If you are in a hurry and this question still has caught your interest, please jump directly to the last proposition, where my question lies.
Throughout this question I am going to identity $\mathbb{S}^1$ and $[0,1]/\partial[0,1]$. Therefore, when I will talk about mappings from $\mathbb{S}^1$ to $\mathbb{R}^2$, I will consider maps $f\colon[0,1]\rightarrow\mathbb{R}^2$ such that $f(0)=f(1)$.

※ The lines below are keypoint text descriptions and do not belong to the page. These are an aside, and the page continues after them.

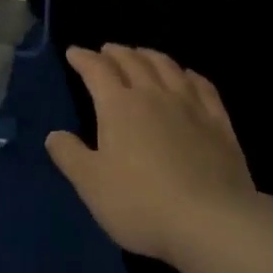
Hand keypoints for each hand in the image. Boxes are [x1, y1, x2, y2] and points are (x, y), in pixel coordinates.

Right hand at [47, 44, 258, 262]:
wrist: (211, 222)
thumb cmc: (141, 204)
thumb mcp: (92, 185)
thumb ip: (70, 156)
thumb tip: (54, 135)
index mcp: (119, 106)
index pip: (97, 70)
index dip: (83, 58)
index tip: (73, 52)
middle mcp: (153, 95)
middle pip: (132, 61)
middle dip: (115, 53)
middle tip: (106, 50)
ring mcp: (190, 106)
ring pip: (167, 67)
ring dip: (150, 55)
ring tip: (141, 54)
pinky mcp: (219, 123)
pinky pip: (203, 87)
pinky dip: (190, 75)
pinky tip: (187, 76)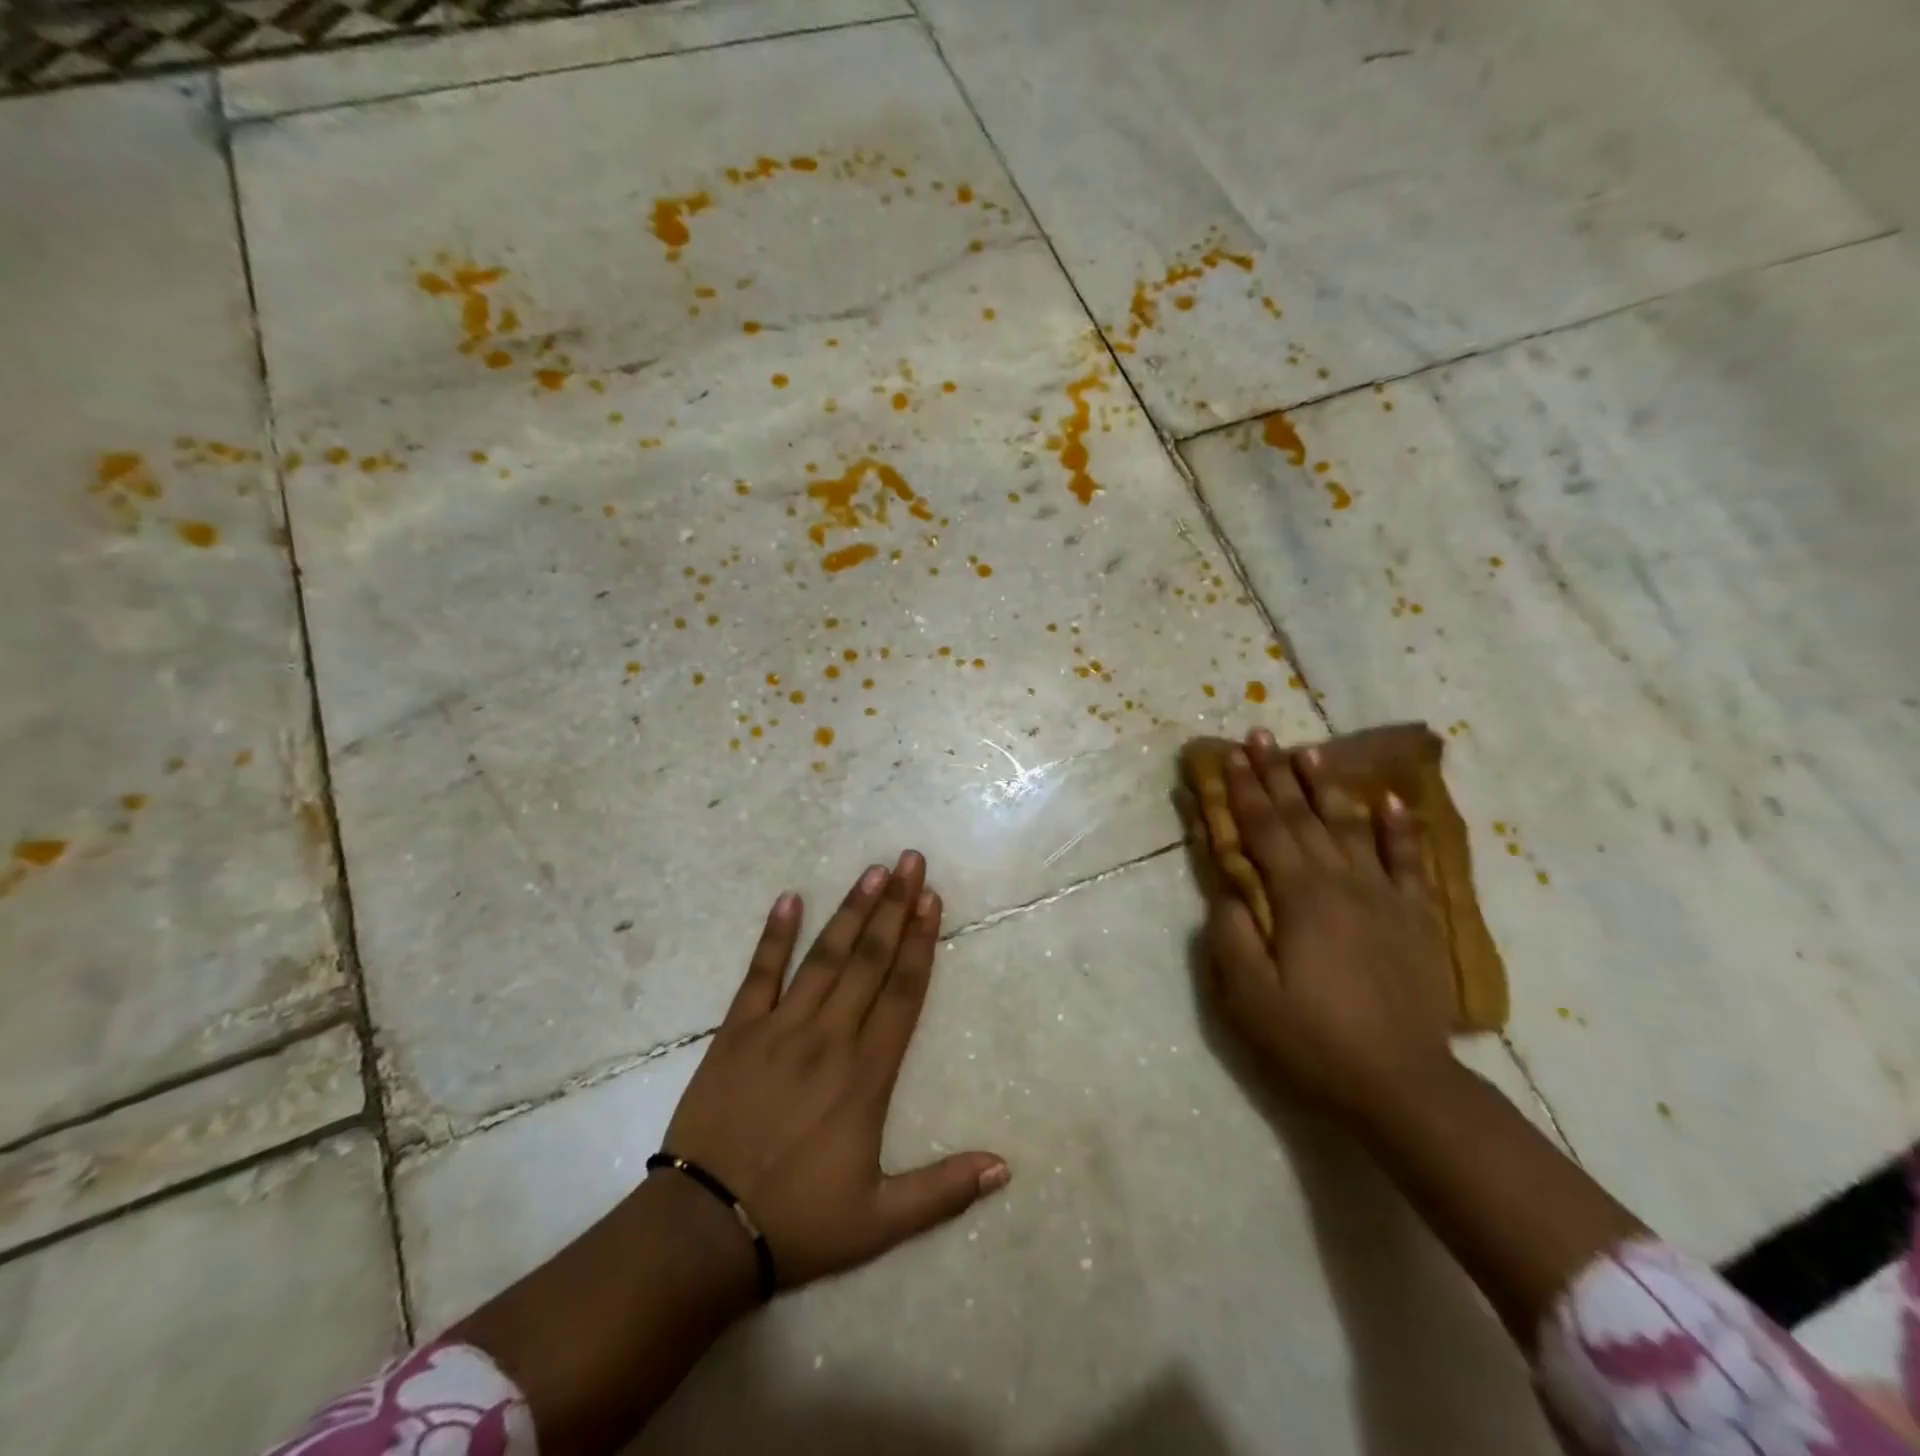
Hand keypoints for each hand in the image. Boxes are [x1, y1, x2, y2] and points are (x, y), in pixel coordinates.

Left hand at [660, 851, 1009, 1290]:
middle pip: (869, 960)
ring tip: (873, 871)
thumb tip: (1004, 1167)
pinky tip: (789, 899)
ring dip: (850, 911)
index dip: (920, 943)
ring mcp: (779, 1029)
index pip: (902, 993)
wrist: (703, 1231)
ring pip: (824, 957)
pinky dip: (774, 936)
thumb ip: (942, 1190)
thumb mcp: (879, 1221)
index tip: (932, 901)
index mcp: (866, 1075)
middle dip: (894, 908)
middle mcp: (828, 1038)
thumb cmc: (798, 1222)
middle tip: (911, 861)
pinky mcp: (736, 1032)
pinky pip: (759, 975)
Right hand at [1201, 730, 1455, 1124]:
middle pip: (1302, 816)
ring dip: (1327, 786)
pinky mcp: (1415, 917)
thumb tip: (1228, 890)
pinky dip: (1400, 828)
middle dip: (1276, 773)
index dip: (1243, 790)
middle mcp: (1341, 882)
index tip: (1228, 755)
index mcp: (1298, 897)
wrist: (1402, 1084)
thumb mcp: (1248, 995)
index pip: (1264, 829)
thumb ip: (1230, 934)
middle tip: (1259, 735)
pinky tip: (1391, 801)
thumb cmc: (1313, 1039)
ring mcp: (1383, 896)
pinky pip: (1408, 861)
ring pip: (1350, 826)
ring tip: (1310, 752)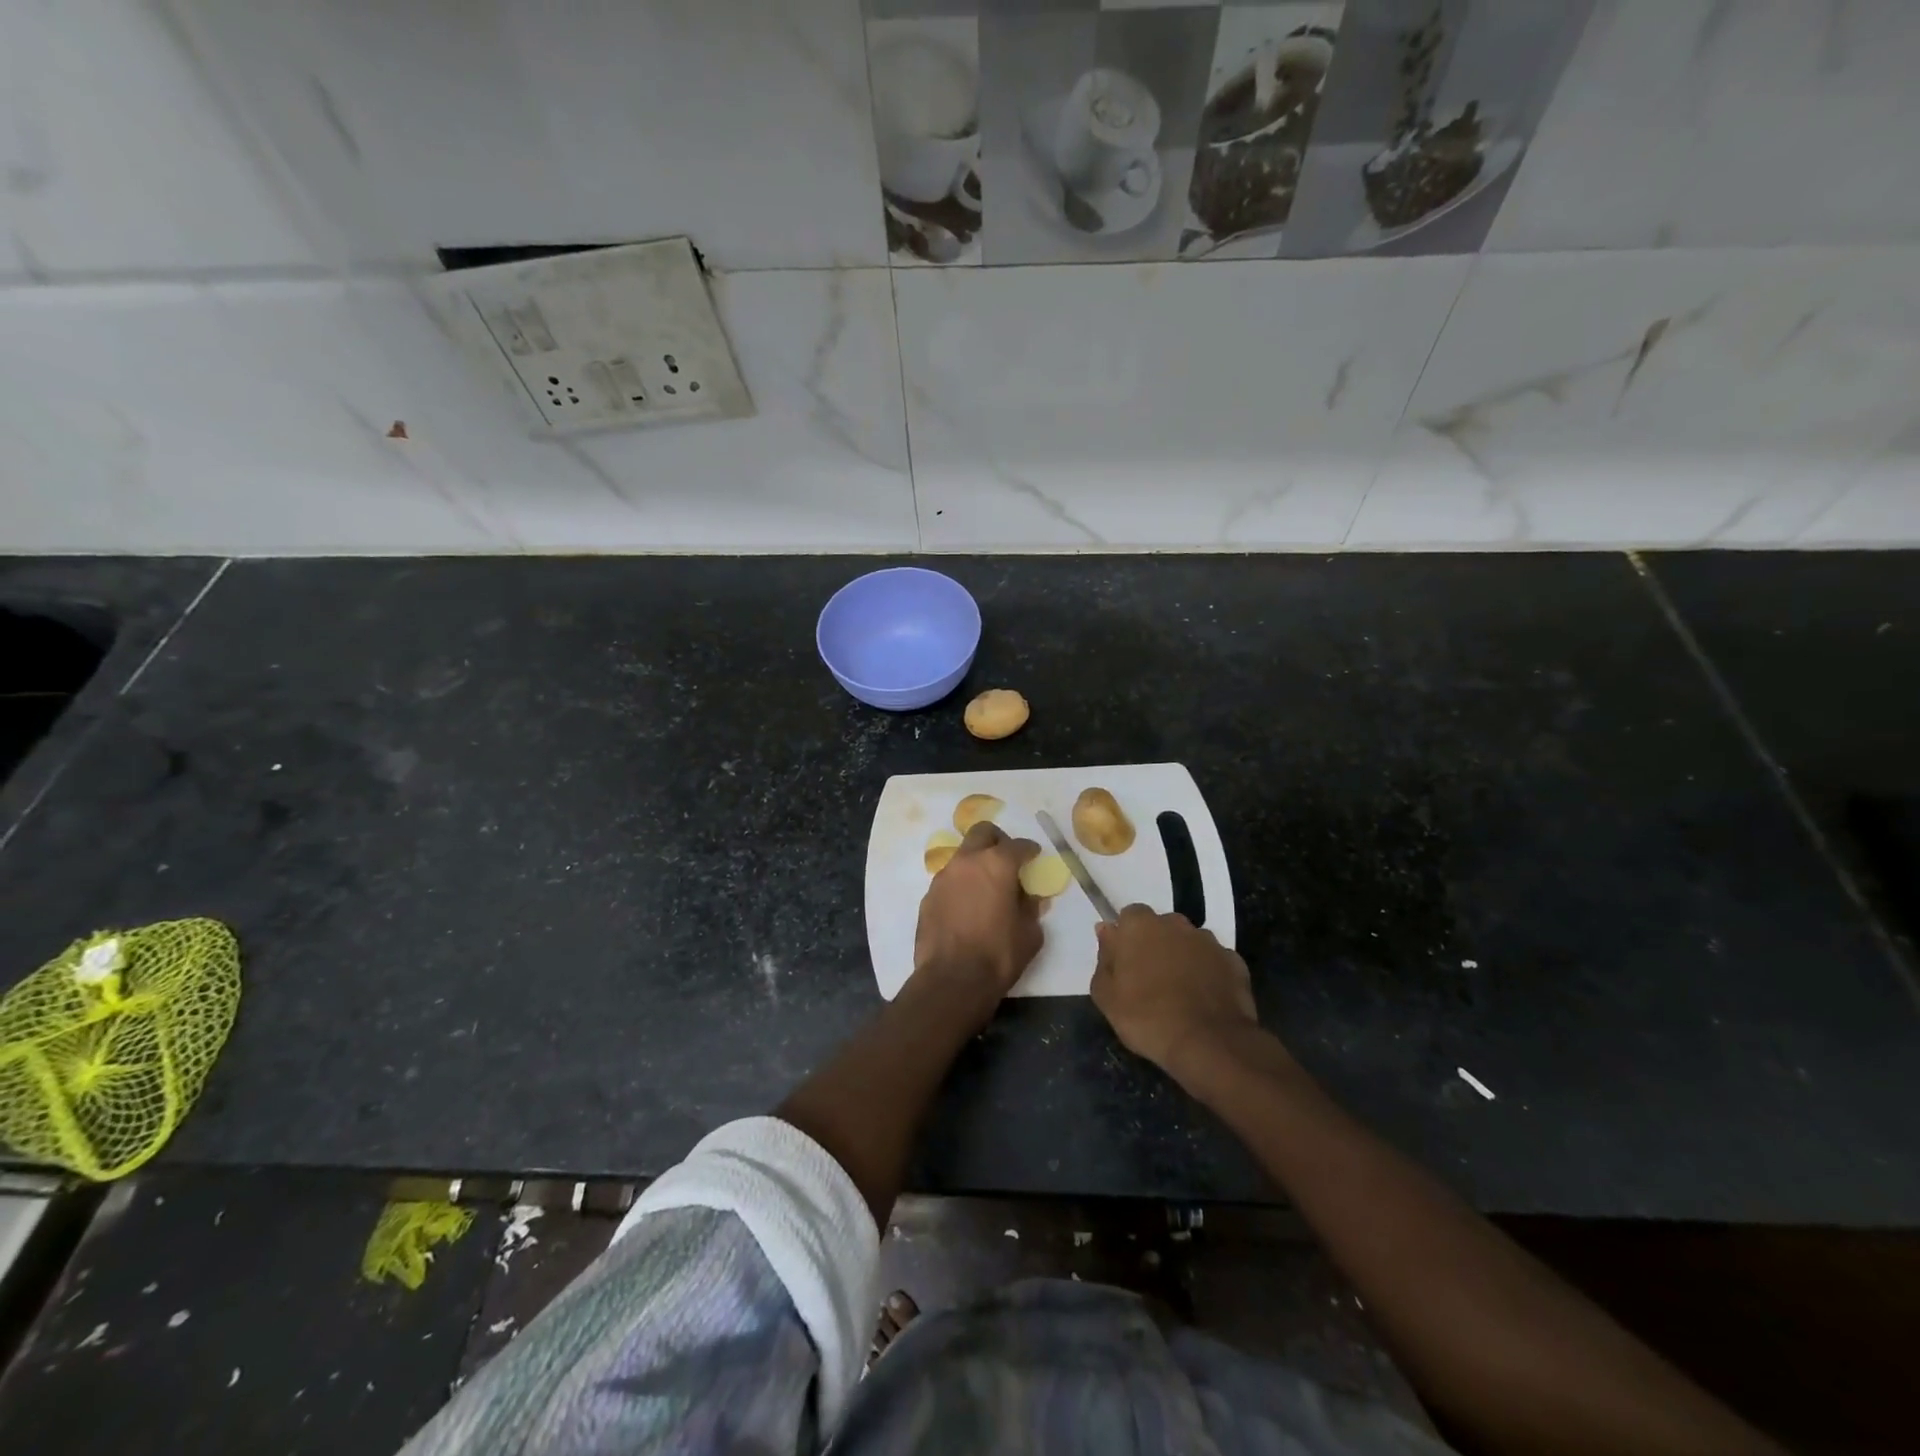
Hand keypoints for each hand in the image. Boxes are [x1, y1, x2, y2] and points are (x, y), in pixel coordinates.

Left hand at [910, 822, 1042, 1016]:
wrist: (952, 979)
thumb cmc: (999, 954)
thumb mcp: (1030, 933)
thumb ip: (1031, 908)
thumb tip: (1029, 897)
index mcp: (997, 865)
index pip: (1017, 845)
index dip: (1028, 849)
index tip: (1034, 855)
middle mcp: (967, 862)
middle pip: (982, 833)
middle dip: (997, 840)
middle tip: (1007, 857)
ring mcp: (943, 877)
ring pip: (963, 855)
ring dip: (976, 862)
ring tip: (986, 885)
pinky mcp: (928, 896)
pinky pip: (949, 880)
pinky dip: (961, 884)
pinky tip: (967, 905)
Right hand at [1092, 905, 1259, 1075]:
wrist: (1208, 1044)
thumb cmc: (1147, 1018)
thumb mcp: (1106, 996)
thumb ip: (1104, 958)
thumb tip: (1106, 931)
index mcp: (1140, 925)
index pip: (1130, 916)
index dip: (1127, 938)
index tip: (1125, 963)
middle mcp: (1176, 924)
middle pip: (1161, 926)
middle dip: (1156, 945)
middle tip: (1150, 979)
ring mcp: (1208, 941)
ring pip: (1189, 942)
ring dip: (1183, 958)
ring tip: (1180, 992)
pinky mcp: (1234, 961)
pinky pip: (1214, 961)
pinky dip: (1209, 973)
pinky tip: (1204, 999)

Let $I(\mathbb{S}^1,\mathbb{R}^2)$ be the set of immersions of $\mathbb{S}^1$ into $\mathbb{R}^2$, that is the set of $C^1$-mappings from $\mathbb{S}^1$ to $\mathbb{R}^2$ such that their derivatives do not vanish. My goal is to prove the well-known:
Theorem. (Whitney-Graustein) The turning number gives a bijection from $\pi_0(I(\mathbb{S}^1,\mathbb{R}^2))$ to $\mathbb{Z}$.
For sake of clarity, by now let $X:=C^0(\mathbb{S}^1,\mathbb{R}^2\setminus\{(0,0)\})$. Inspired by the Gromov's $h$-principle, I introduced the following map: $$J\colon\left\{\begin{array}{ccc}I(\mathbb{S}^1,\mathbb{R}^2)&\rightarrow&X\\f&\mapsto&f'\end{array}\right..$$
I claim that one has the following:
Theorem. The map $J$ induces a well-defined bijection $$\pi_0(J)\colon\left\{\begin{array}{ccc}\pi_0(I(\mathbb{S}^1,\mathbb{R}^2))\rightarrow\pi_0(X)\\ [f]_0\mapsto [f']_0\end{array}\right..$$
I have already prove the well-definedness and the following:
Proposition. Let $f\in X$, there exists $g\in I(\mathbb{S}^1,\mathbb{R}^2)$ and $H\colon\mathbb{S}^1\times[0,1]\overset{C^0}{\rightarrow}\mathbb{R}^2\setminus\{(0,0)\}$ such that $H(\cdot,0)=f$ and $H(\cdot,1)=g'$.
Proof. On request. $\Box$
Which has direct corollary $\pi_0(J)$ being surjective. Hence, I am left to establish the following:
Proposition. Let $g_1,g_2\in I(\mathbb{S}^1,\mathbb{R}^2)$ such that there exists $H\colon\mathbb{S}^1\times [0,1]\overset{C^0}\rightarrow\mathbb{R}^2\setminus\{(0,0)\}$ such that $H(\cdot,0)={g_1}'$ and $H(\cdot,1)={g_2}'$. Then, there exists $F\colon\mathbb{S}^1\times [0,1]\overset{C^1}{\rightarrow}\mathbb{R}^2$ such that $F(\cdot,0)=g_1$, $F(\cdot,1)=g_2$ and for all $t\in [0,1],F(\cdot,t)\in I(\mathbb{S}^1,\mathbb{R}^2)$.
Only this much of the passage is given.